You can monitor the job status with the command jf job list from your local computer. You may submit as many calculations as you want since the job scheduler on the remote cluster will take care of queuing jobs and executing them. Once the calculation is complete, the output data can be accessed in the MongoDB database timewarp. Each job is saved with a unique identifier, uuid which looks something like ` uuid:"71411da5-078c-4f88-8362-9da3ae3263ea".

Importing MongoDB data in Python

The calculation data is saved in the database timewarp in the collection outputs. Each run is a document within the collection and can be referenced by its uuid using Python. The following script displays the structural information and bandgap of the material.

from jobflow_remote import get_jobstore

js = get_jobstore()
js.connect()

data = js.get_output("71411da5-078c-4f88-8362-9da3ae3263ea")
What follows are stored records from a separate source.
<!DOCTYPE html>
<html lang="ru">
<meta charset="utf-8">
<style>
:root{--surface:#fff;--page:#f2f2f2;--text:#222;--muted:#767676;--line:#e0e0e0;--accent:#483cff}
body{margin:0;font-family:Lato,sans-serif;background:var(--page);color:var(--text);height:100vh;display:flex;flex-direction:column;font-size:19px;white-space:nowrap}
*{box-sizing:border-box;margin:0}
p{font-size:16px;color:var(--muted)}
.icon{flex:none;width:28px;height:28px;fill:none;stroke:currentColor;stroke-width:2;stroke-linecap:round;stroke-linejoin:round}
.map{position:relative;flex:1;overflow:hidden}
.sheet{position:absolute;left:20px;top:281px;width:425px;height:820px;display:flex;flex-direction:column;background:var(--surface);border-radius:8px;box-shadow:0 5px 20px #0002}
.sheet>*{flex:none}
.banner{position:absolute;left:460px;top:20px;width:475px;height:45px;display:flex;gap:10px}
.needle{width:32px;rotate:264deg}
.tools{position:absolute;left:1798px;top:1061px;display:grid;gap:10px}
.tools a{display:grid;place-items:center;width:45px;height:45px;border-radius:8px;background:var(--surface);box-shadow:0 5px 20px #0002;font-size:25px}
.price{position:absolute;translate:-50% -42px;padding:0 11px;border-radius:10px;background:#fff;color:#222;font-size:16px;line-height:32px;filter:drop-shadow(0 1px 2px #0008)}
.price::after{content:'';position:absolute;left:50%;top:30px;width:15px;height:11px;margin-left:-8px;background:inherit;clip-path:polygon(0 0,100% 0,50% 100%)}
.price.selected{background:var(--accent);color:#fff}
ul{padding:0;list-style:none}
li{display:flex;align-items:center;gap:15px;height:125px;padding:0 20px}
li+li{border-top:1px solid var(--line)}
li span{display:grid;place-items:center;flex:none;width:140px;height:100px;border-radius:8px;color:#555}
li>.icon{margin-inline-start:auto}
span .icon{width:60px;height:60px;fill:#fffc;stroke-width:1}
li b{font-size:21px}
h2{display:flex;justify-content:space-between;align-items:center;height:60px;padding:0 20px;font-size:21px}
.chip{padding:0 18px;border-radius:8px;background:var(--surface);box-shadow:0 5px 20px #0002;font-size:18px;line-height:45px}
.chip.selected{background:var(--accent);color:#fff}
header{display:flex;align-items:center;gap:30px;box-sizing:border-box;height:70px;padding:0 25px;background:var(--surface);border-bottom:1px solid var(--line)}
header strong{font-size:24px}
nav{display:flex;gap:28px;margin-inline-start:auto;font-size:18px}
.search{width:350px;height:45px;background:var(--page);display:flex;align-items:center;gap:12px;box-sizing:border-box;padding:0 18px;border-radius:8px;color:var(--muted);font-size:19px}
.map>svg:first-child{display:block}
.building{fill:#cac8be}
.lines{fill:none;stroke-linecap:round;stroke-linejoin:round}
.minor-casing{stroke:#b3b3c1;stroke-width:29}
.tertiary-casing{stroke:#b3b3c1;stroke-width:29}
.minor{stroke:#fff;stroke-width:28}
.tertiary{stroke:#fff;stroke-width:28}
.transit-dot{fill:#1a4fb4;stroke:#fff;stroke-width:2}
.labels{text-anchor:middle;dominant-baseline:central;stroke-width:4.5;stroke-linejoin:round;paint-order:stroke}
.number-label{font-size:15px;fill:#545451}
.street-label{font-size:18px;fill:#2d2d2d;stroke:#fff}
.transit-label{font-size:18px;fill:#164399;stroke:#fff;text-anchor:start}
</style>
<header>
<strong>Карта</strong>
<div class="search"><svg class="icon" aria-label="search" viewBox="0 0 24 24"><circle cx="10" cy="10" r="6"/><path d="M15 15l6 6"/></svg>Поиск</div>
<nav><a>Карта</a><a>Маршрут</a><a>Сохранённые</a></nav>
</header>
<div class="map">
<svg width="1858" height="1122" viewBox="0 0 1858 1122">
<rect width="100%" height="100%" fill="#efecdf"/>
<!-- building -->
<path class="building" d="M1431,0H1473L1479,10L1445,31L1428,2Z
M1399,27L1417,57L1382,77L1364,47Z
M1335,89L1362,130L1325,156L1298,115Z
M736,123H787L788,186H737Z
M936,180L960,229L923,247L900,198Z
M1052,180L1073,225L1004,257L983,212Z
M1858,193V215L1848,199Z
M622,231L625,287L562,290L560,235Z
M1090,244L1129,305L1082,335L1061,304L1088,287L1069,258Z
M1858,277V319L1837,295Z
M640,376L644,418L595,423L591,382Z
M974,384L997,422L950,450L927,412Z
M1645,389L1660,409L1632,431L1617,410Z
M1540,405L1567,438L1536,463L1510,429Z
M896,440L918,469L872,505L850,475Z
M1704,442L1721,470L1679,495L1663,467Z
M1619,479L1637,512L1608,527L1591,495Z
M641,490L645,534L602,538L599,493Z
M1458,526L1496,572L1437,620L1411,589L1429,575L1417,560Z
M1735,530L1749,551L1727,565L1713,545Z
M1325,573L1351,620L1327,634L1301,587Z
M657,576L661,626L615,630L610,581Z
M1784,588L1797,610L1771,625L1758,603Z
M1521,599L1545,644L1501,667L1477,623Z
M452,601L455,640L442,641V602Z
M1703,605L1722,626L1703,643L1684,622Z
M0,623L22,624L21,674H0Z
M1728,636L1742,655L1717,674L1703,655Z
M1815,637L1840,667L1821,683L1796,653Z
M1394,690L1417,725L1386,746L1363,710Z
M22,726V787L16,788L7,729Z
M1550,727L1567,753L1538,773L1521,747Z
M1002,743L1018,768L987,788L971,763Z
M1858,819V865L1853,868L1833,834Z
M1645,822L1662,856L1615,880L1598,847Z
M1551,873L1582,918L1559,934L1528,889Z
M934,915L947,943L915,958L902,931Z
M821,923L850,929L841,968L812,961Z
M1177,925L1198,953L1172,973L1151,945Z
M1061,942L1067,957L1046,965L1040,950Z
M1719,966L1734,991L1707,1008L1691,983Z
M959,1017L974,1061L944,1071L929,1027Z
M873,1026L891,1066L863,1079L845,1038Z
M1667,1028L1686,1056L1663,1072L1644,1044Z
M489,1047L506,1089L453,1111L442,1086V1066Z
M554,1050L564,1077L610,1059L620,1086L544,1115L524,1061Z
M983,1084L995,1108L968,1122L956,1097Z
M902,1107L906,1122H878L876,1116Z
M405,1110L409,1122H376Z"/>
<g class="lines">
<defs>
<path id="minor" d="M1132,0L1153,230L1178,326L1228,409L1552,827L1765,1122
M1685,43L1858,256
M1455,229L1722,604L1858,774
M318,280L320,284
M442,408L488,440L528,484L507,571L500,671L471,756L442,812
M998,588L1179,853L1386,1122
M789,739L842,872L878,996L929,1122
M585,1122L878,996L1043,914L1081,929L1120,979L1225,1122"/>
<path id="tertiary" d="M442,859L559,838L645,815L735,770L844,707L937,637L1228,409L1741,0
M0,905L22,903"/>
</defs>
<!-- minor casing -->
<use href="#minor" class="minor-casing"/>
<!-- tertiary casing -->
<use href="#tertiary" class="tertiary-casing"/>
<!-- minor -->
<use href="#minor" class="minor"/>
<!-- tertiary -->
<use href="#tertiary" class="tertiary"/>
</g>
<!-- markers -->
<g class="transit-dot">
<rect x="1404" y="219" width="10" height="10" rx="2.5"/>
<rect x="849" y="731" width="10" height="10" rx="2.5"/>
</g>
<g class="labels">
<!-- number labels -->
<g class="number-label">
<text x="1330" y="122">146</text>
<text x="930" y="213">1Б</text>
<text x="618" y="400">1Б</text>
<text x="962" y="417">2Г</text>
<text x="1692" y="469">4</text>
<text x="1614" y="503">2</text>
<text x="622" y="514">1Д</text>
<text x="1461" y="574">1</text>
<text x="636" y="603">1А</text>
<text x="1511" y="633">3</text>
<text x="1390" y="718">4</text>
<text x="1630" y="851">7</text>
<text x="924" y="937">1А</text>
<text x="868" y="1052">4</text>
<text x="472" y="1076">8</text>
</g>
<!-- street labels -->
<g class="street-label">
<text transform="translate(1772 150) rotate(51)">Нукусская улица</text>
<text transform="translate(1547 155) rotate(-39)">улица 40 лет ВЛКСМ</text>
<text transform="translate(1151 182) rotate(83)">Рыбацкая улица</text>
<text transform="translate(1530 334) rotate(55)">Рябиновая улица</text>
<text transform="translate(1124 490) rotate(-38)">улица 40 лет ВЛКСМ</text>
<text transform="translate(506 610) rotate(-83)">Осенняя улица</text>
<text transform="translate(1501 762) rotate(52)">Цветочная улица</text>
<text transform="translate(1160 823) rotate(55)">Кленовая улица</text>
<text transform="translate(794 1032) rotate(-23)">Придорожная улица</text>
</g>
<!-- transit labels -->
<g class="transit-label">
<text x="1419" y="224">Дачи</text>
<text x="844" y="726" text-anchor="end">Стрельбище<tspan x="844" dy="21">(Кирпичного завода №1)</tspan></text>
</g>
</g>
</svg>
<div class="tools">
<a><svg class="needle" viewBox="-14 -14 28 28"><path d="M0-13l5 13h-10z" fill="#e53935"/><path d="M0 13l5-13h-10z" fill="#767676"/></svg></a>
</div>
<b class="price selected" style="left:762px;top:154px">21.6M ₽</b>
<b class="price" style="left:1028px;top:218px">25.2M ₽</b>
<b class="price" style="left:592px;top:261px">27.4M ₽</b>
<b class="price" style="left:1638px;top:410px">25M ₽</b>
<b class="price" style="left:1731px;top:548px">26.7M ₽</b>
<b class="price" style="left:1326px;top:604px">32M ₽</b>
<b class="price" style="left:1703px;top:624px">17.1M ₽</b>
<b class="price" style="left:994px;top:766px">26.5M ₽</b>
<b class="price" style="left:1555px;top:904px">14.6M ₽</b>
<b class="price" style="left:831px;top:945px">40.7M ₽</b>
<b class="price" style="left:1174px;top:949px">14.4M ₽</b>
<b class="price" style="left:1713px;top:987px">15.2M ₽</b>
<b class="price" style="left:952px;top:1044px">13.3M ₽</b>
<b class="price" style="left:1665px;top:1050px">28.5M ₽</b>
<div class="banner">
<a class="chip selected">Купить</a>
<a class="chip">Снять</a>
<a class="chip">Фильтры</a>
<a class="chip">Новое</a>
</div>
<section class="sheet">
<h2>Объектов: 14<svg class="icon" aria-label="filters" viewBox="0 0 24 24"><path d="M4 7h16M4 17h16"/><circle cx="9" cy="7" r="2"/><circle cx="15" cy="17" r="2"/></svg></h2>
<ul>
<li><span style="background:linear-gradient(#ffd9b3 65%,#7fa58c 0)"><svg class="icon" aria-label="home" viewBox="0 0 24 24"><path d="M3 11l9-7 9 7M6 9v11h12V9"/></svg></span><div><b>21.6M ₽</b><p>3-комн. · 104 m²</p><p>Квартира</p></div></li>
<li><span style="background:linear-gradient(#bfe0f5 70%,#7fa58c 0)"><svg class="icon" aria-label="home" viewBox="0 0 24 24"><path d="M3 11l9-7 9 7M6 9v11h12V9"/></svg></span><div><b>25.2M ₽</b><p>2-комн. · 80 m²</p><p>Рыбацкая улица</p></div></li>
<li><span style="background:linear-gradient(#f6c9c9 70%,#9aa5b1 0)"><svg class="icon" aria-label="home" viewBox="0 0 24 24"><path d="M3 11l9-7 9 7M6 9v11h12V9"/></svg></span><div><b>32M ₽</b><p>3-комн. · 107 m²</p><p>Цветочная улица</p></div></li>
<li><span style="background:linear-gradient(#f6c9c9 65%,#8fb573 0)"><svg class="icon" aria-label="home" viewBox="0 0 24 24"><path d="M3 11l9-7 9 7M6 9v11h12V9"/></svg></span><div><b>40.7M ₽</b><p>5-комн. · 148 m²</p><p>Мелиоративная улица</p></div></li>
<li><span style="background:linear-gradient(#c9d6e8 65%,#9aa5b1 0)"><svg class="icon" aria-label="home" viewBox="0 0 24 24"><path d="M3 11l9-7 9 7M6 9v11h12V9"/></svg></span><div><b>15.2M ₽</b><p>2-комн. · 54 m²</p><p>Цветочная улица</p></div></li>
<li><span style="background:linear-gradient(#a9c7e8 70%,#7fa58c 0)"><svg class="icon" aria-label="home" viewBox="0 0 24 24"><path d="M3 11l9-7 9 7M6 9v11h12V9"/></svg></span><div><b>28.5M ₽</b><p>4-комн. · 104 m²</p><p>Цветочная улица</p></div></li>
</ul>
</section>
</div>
# output structural information
print(data["structure"])

# output bandgap 
print(data["output"]["bandgap"])

Next steps

What we just did was a simple structural relaxation calculation. However, the beauty of Atomate2 is the ability to chain calculations to do workflows. For instance, a relaxation followed by a bandstructure calculation. Please refer to the Atomate2 documentation for guidance on how to do this and much more.